During our next break, I remained in the room and whispered to David that due to a system that puts more credence to a coach's tape presentation than it did from an area scout and cross-check perspective, we had essentially just talked ourselves out of an outstanding football player. David just sat there quietly and shook his head. After a dozen years on the job he had seen the same scenario played out many times.
With this particular player, I had gotten a head start by writing a summer report in training camp based on his junior season. During the fall, I attended an early season game and in mid-November I scheduled a two-day school visit to view tape, practice and visit with coaches. In late January, I had the opportunity to again view DeMeco along with most of the top linebacker prospects in the country at Senior Bowl practices. Finally, I had a chance to view him in Indianapolis at the NFL Scouting Combine, and along with other members of our staff, watched him work out in Tuscaloosa at his school workout.
DeMeco Ryans with the Houston Texans
AP Photo/Tony Gutierrez
Given the exposure to this athlete, I had essentially earned a master's degree in DeMeco Ryans and was tempted -- after briefly interviewing him following his workout -- to ask him for his social security number in order to claim him as a dependent on my 2005 taxes.
When discussing and evaluating football players, I often think about a couple of brief statements made to me from two truly outstanding football people -- the late George Young and Jim Finks.

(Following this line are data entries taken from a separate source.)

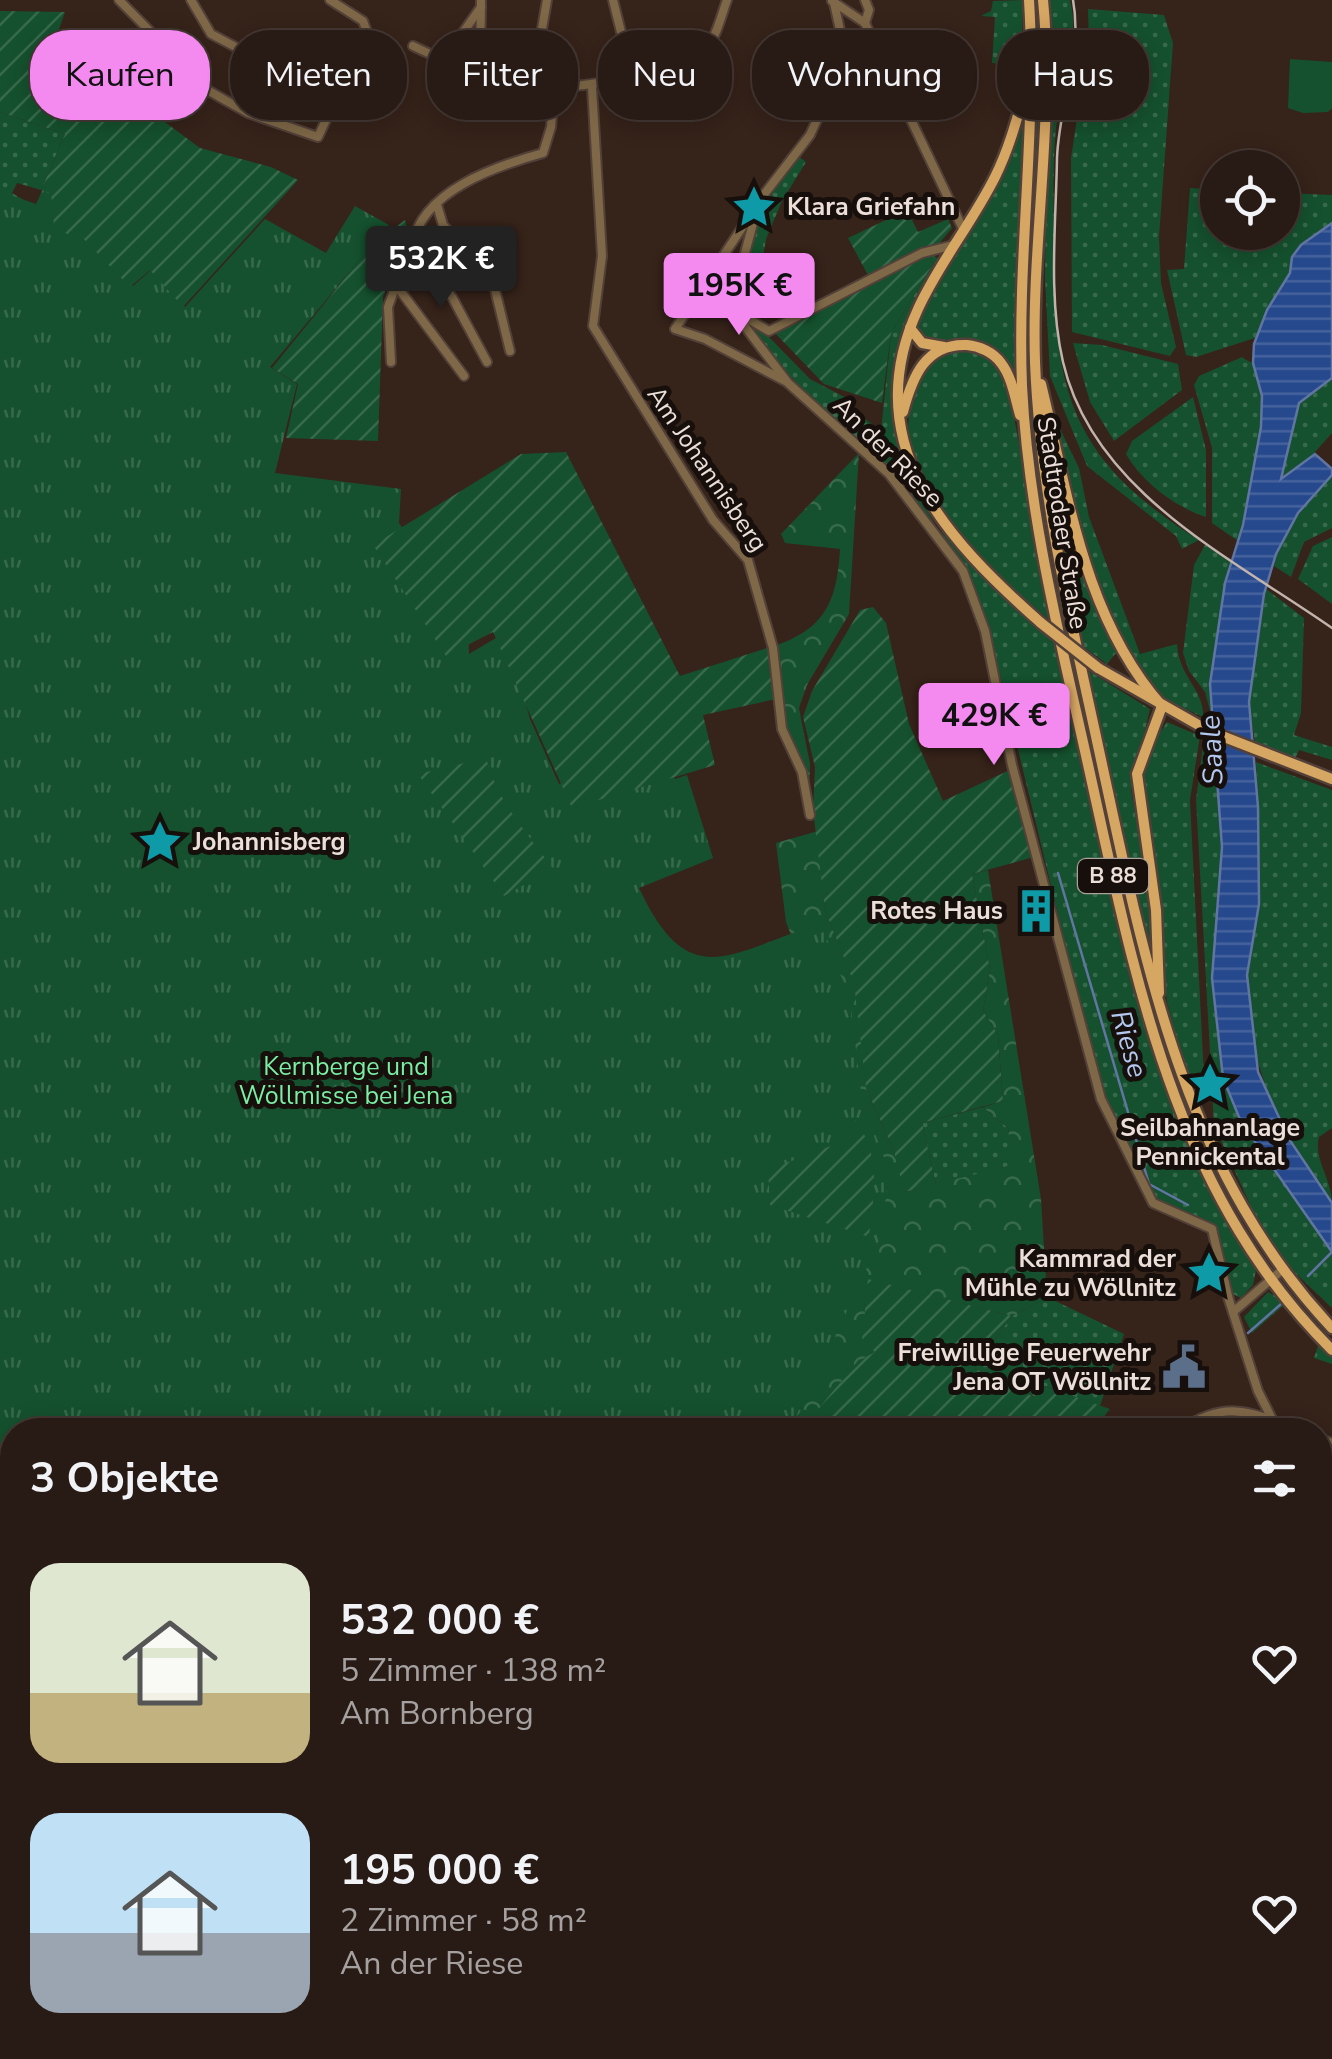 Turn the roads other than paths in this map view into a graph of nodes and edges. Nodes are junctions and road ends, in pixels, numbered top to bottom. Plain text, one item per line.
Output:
1 (119, 0) edge
2 (191, 0) edge
3 (330, 0) edge
4 (547, 0) edge
5 (613, 0) edge
6 (728, 0) edge
7 (864, 0) edge
8 (1029, 0) edge
9 (1043, 0) edge
10 (832, 1) edge
11 (481, 4) edge
12 (866, 24) junction
13 (367, 30) edge
14 (464, 30) edge
15 (481, 30) edge
16 (543, 30) edge
17 (620, 30) edge
18 (715, 30) edge
19 (1030, 30) edge
20 (230, 44) edge
21 (414, 46) dead end
22 (427, 51) edge
23 (598, 85) edge
24 (592, 87) junction
25 (578, 88) edge
26 (230, 102) edge
27 (270, 120) edge
28 (327, 120) edge
29 (551, 120) edge
30 (1016, 120) edge
31 (1029, 120) edge
32 (760, 202) junction
33 (436, 205) junction
34 (964, 231) junction
35 (954, 245) junction
36 (412, 246) junction
37 (396, 285) junction
38 (743, 316) junction
39 (910, 327) junction
40 (944, 347) junction
41 (510, 351) dead end
42 (1035, 358) junction
43 (391, 362) dead end
44 (487, 362) dead end
45 (464, 376) dead end
46 (788, 383) junction
47 (900, 423) junction
48 (1026, 436) junction
49 (1162, 706) junction
50 (1332, 776) edge
51 (810, 815) dead end
52 (1160, 1014) junction
53 (1282, 1270) junction
54 (1272, 1280) junction
55 (1233, 1312) junction
56 (1332, 1328) edge
57 (1332, 1350) edge
58 (1205, 1418) edge
59 (1258, 1418) edge
60 (1269, 1418) edge

1 - 26 street
2 - 20 street
3 - 13 street
4 - 16 street
5 - 17 street
6 - 18 street
7 - 12 street
8 - 19 main road, Stadtrodaer Straße / B 88
9 - 42 main road, Stadtrodaer Straße / B 88
10 - 12 street
10 - 32 street
11 - 14 street
11 - 15 street
12 - 34 street
21 - 22 street
23 - 24 street
24 - 25 street
24 - 51 street, Am Johannisberg
27 - 28 street
29 - 33 street
30 - 34 main road
31 - 48 main road, Stadtrodaer Straße / B 88
32 - 38 street
32 - 46 street
33 - 36 street
33 - 41 street
34 - 35 main road
35 - 38 street
35 - 39 main road
36 - 37 street
36 - 44 street
37 - 43 street
37 - 45 street
38 - 46 street, An der Riese
39 - 40 main road
39 - 47 main road
40 - 47 main road
40 - 48 main road
42 - 49 main road
42 - 52 main road, Stadtrodaer Straße / B 88
46 - 55 street, An der Riese
47 - 49 main road, bridge
48 - 54 main road, Stadtrodaer Straße / B 88
49 - 50 main road
49 - 52 main road
52 - 53 main road, Stadtrodaer Straße / B 88
53 - 54 street
53 - 56 main road, Stadtrodaer Straße / B 88
54 - 55 street
54 - 57 main road, Stadtrodaer Straße / B 88
55 - 60 street
58 - 59 street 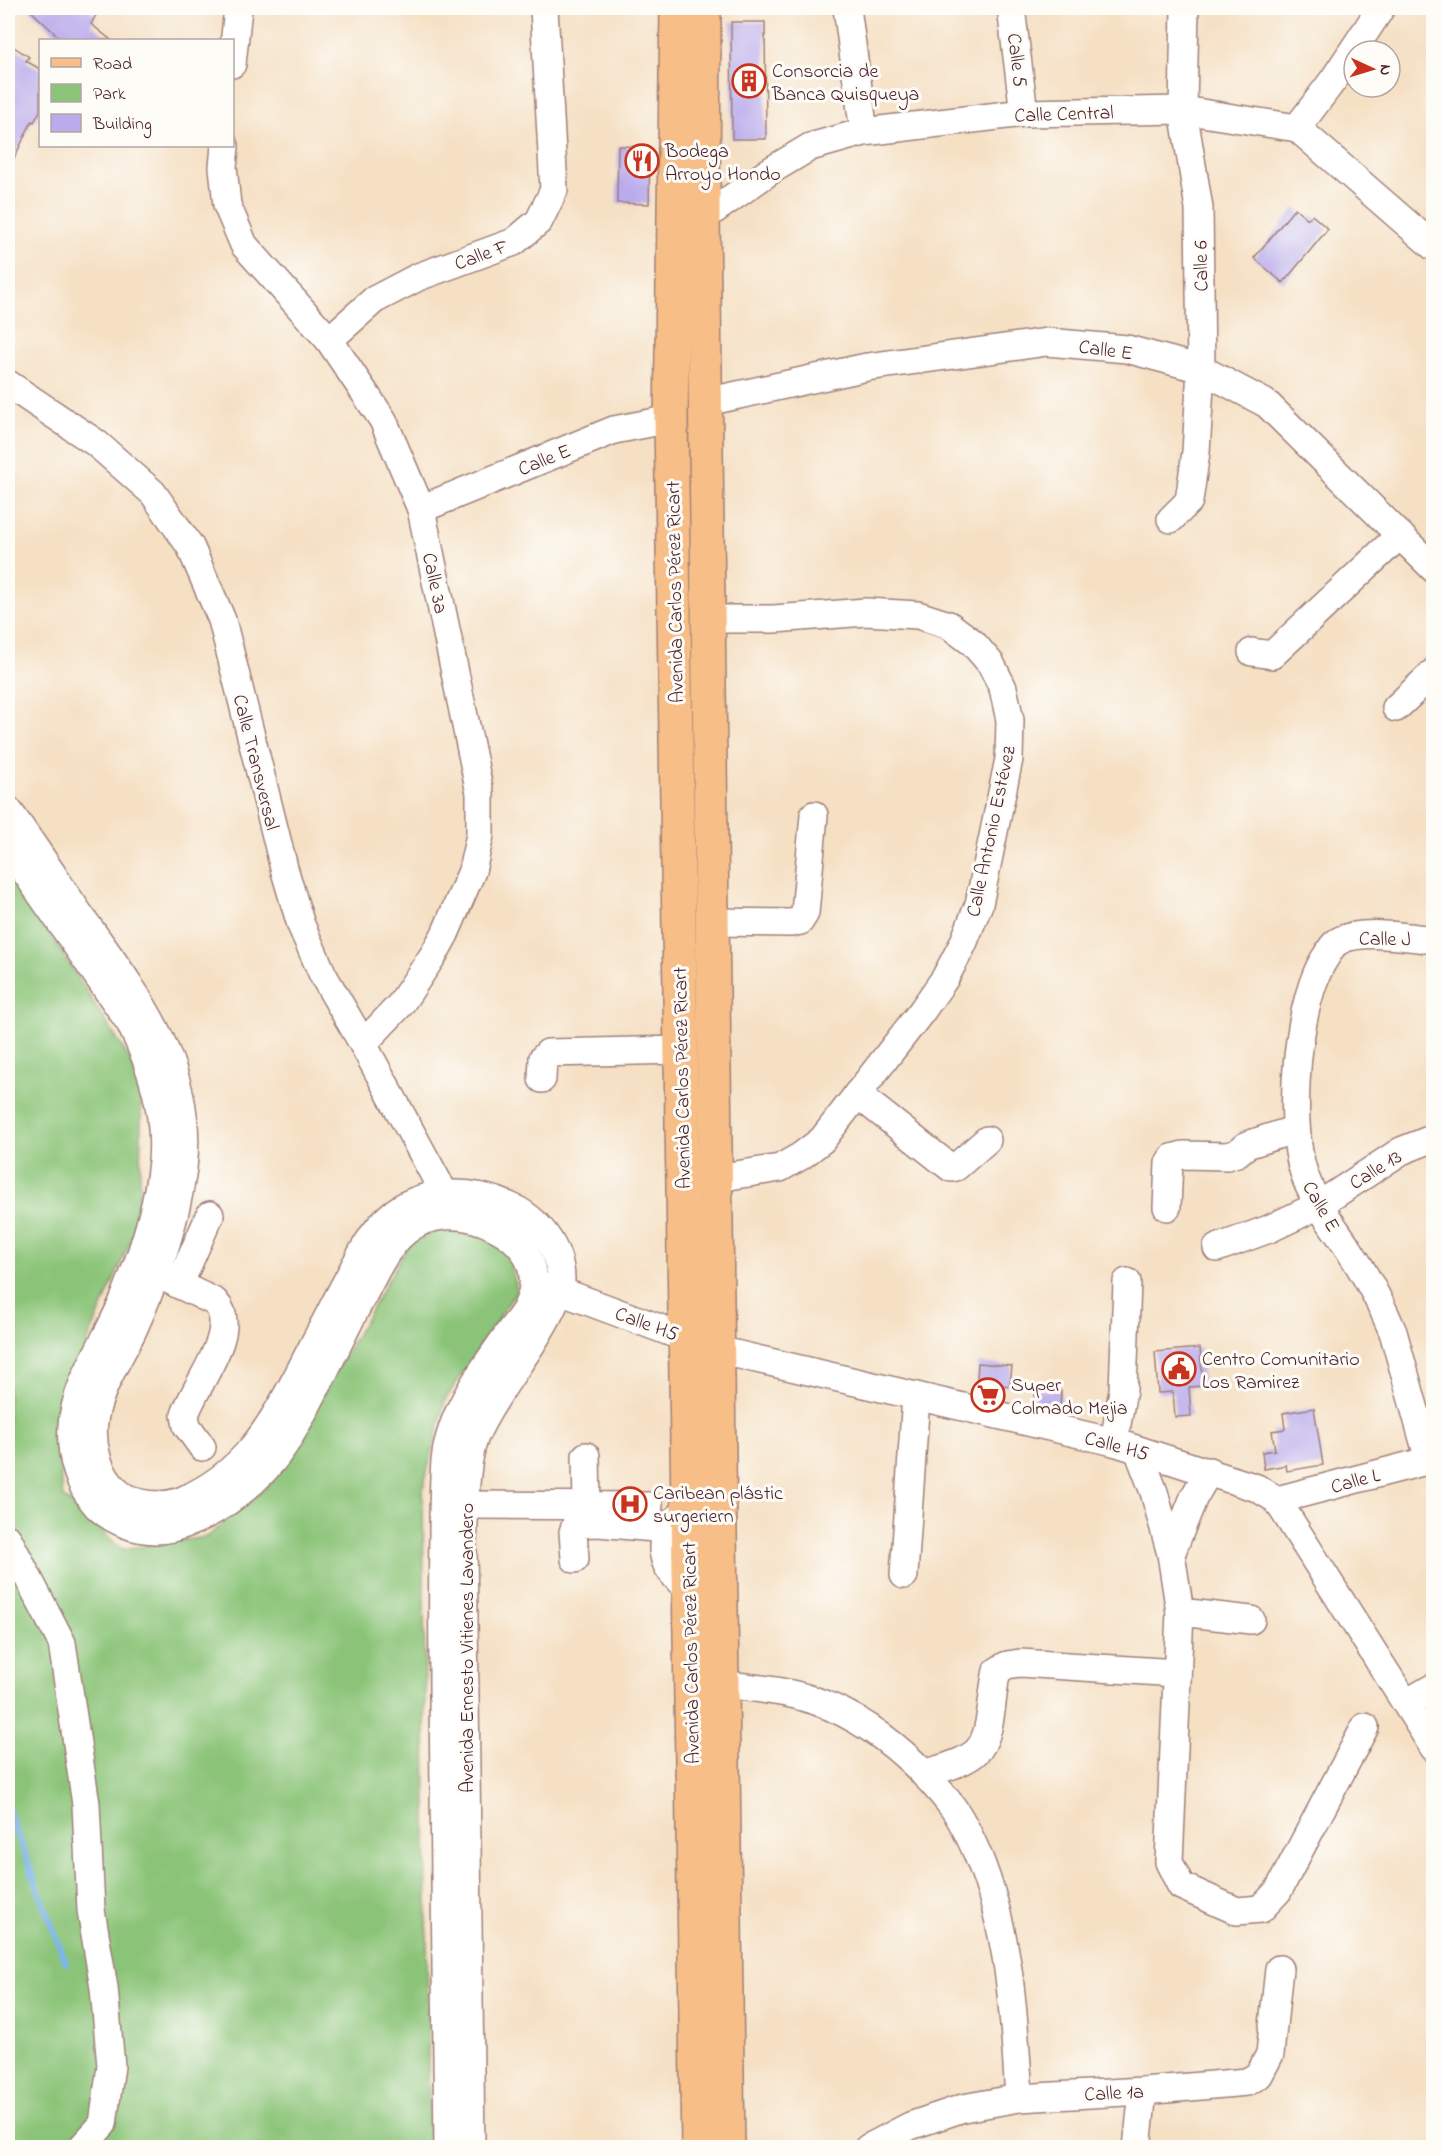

The frequent mantra of the longtime Giants GM George Young was, "There are no virgins in the scouting profession," and from the venerable Finks came the statement, "Show me a scout that hasn't made a mistake and I'll show you a man who has never scouted."
I've certainly been wrong before. Tim Worley over Barry Sanders, Blair Thomas over a guy named Emmitt Smith, and finally, rating Hugh Green (the greatest college football player I have ever seen) over Lawrence Taylor are just three potential draft-day errors I'd like to forget. That being said, I was as certain then as I am today that I had made no such error in my evaluation of Ryans.
Today, Scout.com readers are going to have the opportunity to make a decision on a prospect based on the humble opinions I put forth in my original report on DeMeco Ryans for the Rams as shown below:
Born in Bessemer, AL, DeMeco attended Will Lanier High School, and although he was an outstanding prep player, was signed by Alabama only after his prep coach Willie Ford literally begged the staff to give him an opportunity.
Good decision Tide! In 2002, DeMeco became one of only two true freshmen to see action. Playing primarily on special teams, he started in the team's finale vs the University of Hawaii and never looked back.
After an impressive sophomore season where he was credited with 126 total tackles, DeMeco in his final two seasons was named an All American, first-team all SEC, the league's Defensive Player of The Year, an Arthur Ashe Jr. Sports Scholar, Cotton Bowl MVP, the winner of the prestigious Lott Award, and finally was given the NCAA Top Eight Award.
On the home front, he also earned the Mel Moore Leadership Award, the Sylvester Croom Commitment to Excellence Award, and was the recipient of the Paul Bear Bryant Award, the athletic department's top student athlete. Not too bad for a player who was barely recruited by the Crimson Pride!
Ryans, the most complete student athlete to attend the University of Alabama in the past quarter century did not just excel on the football field. He is also an honor student who graduated Cum Laude in just seven semesters. Although his parents (Martha and Morgan) were no longer together, both were very supportive and through their examples, instilled in him the values that he lives by today. Off the field, DeMeco quickly became the type of player that coaching staffs throughout the country could only dream about. He never missed a game, practice or meeting. He was always on time and was respectful and accountable to all. His game preparation was first rate and he was totally focused, organized and dedicated to his craft. DeMeco led by example, was a strong FCA spokesperson, and was described by an assistant coach as the person you would want your daughter to marry.
On the field, I saw DeMeco as being highly competitive player who strived to be the very best in everything he did. He loved the game of football and showed an innate ability to play through adversity.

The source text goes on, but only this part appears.